Despite their seemingly monogenetic nature, many inborn errors of metabolism, such as fatty acid oxidation disorders, have a remarkably heterogeneous clinical presentation making the disease course and severity difficult to predict. In fact, we propose that there is no clear distinction between simple Mendelian disorders and complex diseases, but rather a spectrum of disease phenotypes representing a continuum of diminishing effects from a single gene defect influenced by modifier genes to increasingly shared influence by variants in multiple genes. This realization highlights the need for an unbiased approach to finding candidate modifier genes for seemingly ‘monogenetic’ diseases and reveals the possibility of applying experimental model systems ‘designed’ for complex diseases to inborn errors of metabolism.
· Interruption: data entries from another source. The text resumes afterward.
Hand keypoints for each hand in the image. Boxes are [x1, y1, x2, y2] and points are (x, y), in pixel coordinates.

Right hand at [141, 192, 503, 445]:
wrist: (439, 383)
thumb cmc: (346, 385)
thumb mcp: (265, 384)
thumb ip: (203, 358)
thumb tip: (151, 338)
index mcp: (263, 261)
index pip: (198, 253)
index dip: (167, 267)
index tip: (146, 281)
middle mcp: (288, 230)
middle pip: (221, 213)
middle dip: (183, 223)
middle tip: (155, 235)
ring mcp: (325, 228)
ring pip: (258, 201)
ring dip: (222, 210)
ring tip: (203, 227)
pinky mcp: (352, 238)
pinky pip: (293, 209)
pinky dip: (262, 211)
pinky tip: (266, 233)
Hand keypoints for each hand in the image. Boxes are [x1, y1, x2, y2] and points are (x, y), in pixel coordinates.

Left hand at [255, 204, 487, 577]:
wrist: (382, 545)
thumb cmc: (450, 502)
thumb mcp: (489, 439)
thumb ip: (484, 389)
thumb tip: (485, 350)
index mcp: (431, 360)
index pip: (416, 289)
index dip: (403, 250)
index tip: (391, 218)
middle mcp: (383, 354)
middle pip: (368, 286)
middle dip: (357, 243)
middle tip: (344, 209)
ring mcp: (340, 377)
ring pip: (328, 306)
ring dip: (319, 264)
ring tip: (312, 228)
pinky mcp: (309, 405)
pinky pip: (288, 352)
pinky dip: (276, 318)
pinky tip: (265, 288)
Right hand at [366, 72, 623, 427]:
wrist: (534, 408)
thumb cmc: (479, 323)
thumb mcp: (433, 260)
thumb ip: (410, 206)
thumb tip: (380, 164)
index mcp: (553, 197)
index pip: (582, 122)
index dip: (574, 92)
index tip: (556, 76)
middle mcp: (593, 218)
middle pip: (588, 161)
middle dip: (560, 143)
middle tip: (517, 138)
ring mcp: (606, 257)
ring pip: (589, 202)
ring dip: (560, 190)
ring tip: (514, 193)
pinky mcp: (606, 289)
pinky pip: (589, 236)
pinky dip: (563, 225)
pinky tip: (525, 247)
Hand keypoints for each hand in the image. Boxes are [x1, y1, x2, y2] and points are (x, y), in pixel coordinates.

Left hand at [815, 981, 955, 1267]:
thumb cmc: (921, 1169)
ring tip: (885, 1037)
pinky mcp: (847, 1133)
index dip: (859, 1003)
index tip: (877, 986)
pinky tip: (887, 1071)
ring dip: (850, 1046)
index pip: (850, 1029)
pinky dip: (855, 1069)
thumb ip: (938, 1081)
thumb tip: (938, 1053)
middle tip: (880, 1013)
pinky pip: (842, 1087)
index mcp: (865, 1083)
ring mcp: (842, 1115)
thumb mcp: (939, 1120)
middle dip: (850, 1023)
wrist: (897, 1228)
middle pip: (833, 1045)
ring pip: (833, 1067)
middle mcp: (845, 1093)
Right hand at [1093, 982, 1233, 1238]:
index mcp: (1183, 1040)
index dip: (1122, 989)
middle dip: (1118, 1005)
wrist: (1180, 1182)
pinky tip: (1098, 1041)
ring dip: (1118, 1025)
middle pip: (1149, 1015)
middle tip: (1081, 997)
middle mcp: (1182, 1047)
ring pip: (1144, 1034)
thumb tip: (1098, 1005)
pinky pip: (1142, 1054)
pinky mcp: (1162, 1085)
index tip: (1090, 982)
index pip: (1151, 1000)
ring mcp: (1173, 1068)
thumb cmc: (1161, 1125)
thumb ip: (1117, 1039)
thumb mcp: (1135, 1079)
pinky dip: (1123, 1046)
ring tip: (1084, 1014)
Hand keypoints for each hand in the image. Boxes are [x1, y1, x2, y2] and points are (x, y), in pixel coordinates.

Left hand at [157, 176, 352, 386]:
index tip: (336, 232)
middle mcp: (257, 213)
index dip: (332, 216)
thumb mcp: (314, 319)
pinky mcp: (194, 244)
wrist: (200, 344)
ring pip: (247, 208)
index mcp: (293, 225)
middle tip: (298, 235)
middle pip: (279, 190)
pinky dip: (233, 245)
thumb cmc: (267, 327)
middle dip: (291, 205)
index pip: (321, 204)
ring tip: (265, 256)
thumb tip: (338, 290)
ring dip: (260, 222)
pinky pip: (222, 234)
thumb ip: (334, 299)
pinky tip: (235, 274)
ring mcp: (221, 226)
Our research demonstrates that by employing this method, we can advance our understanding of inborn errors of metabolism by revealing the molecular networks underlying inborn error disease biology.

Mitochondrial fatty acid beta-oxidation (FAO) plays a crucial role in energy homeostasis of organs such as liver, heart and skeletal muscle. During fasting when glucose supply becomes limited, FAO is a vital energy source. For most FAO enzymes, a recessively inherited defect is known, leading to an overall high cumulative incidence (~1 in 10,000). Typical clinical features of these FAO defects are fasting-induced hypoketotic hypoglycemia, and cardiac and skeletal myopathy. Many countries have included FAO defects in their expanded neonatal screening programs. The main reason for screening is the life-threatening hypoglycemia that can lead to coma or sudden death, but can be prevented by avoidance of fasting. The treatment opportunities for (cardio)myopathy are suboptimal and new developments are hampered by a lack of fundamental insight into the consequences of a FAO defect. The goal of this research line is to define the pathogenetic mechanisms that underlie the various symptoms of FAO defects and to design rational therapeutic strategies for patients affected with FAO defects.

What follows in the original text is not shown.